[Stored items]

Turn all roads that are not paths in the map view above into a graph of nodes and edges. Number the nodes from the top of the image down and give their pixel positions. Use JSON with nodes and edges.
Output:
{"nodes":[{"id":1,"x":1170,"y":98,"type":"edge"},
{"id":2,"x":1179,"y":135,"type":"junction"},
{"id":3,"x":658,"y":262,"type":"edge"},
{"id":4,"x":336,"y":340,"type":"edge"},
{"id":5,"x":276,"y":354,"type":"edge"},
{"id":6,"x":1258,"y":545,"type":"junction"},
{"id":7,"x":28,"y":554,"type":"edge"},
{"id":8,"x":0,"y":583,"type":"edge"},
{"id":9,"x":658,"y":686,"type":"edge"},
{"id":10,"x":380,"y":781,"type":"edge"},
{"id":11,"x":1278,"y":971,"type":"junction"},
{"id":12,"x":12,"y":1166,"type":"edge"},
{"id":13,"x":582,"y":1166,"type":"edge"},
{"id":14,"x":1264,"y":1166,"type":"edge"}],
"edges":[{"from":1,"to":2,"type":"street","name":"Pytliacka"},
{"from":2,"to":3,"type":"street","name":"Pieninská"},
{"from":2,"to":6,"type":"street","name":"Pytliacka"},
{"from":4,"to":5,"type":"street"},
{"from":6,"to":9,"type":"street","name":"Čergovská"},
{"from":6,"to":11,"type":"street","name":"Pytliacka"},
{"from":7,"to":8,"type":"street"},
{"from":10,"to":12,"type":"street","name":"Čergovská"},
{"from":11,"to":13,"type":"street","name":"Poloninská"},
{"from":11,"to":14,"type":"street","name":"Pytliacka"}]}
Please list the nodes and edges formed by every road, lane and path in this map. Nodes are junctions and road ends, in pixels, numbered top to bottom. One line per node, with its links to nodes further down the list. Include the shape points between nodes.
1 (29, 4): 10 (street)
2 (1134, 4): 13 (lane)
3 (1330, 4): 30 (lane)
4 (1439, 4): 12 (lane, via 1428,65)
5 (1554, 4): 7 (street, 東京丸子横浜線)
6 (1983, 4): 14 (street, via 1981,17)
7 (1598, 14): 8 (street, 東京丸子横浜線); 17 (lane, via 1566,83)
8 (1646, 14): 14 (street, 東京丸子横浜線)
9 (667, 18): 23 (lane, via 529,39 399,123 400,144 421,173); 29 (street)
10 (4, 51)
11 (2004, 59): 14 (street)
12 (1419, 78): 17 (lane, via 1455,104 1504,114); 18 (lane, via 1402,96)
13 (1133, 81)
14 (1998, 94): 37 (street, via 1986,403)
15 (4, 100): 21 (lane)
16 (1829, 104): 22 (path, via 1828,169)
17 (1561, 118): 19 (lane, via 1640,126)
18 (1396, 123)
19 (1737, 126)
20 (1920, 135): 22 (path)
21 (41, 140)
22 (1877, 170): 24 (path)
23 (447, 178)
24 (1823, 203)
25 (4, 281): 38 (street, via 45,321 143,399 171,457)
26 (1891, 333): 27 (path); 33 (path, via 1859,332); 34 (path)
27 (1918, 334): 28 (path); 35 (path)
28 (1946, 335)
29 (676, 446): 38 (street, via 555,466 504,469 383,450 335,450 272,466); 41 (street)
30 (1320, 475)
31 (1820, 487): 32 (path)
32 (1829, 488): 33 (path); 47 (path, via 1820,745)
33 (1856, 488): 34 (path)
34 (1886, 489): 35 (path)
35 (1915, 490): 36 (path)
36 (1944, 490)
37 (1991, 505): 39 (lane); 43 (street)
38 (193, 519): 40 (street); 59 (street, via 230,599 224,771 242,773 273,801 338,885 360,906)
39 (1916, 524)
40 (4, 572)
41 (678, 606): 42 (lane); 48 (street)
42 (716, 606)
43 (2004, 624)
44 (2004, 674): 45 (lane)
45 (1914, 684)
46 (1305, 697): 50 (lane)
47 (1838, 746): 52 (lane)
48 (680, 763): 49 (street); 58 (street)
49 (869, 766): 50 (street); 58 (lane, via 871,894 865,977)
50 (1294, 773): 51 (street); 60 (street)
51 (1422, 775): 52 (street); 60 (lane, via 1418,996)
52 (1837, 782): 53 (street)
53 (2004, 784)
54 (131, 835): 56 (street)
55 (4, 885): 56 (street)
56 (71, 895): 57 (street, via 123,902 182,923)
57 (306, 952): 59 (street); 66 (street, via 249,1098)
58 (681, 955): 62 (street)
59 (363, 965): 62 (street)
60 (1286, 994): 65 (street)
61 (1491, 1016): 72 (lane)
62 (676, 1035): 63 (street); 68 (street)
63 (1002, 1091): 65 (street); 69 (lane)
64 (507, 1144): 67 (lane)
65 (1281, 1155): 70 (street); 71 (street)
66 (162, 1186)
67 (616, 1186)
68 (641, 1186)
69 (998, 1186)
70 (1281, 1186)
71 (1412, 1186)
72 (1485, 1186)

**WHAT NEEDS TO BE DONE:** In the entries, find every line holding "東京丸子横浜線" and copy it.

**ANSWER TO THIS EXERCISE:**
5 (1554, 4): 7 (street, 東京丸子横浜線)
7 (1598, 14): 8 (street, 東京丸子横浜線); 17 (lane, via 1566,83)
8 (1646, 14): 14 (street, 東京丸子横浜線)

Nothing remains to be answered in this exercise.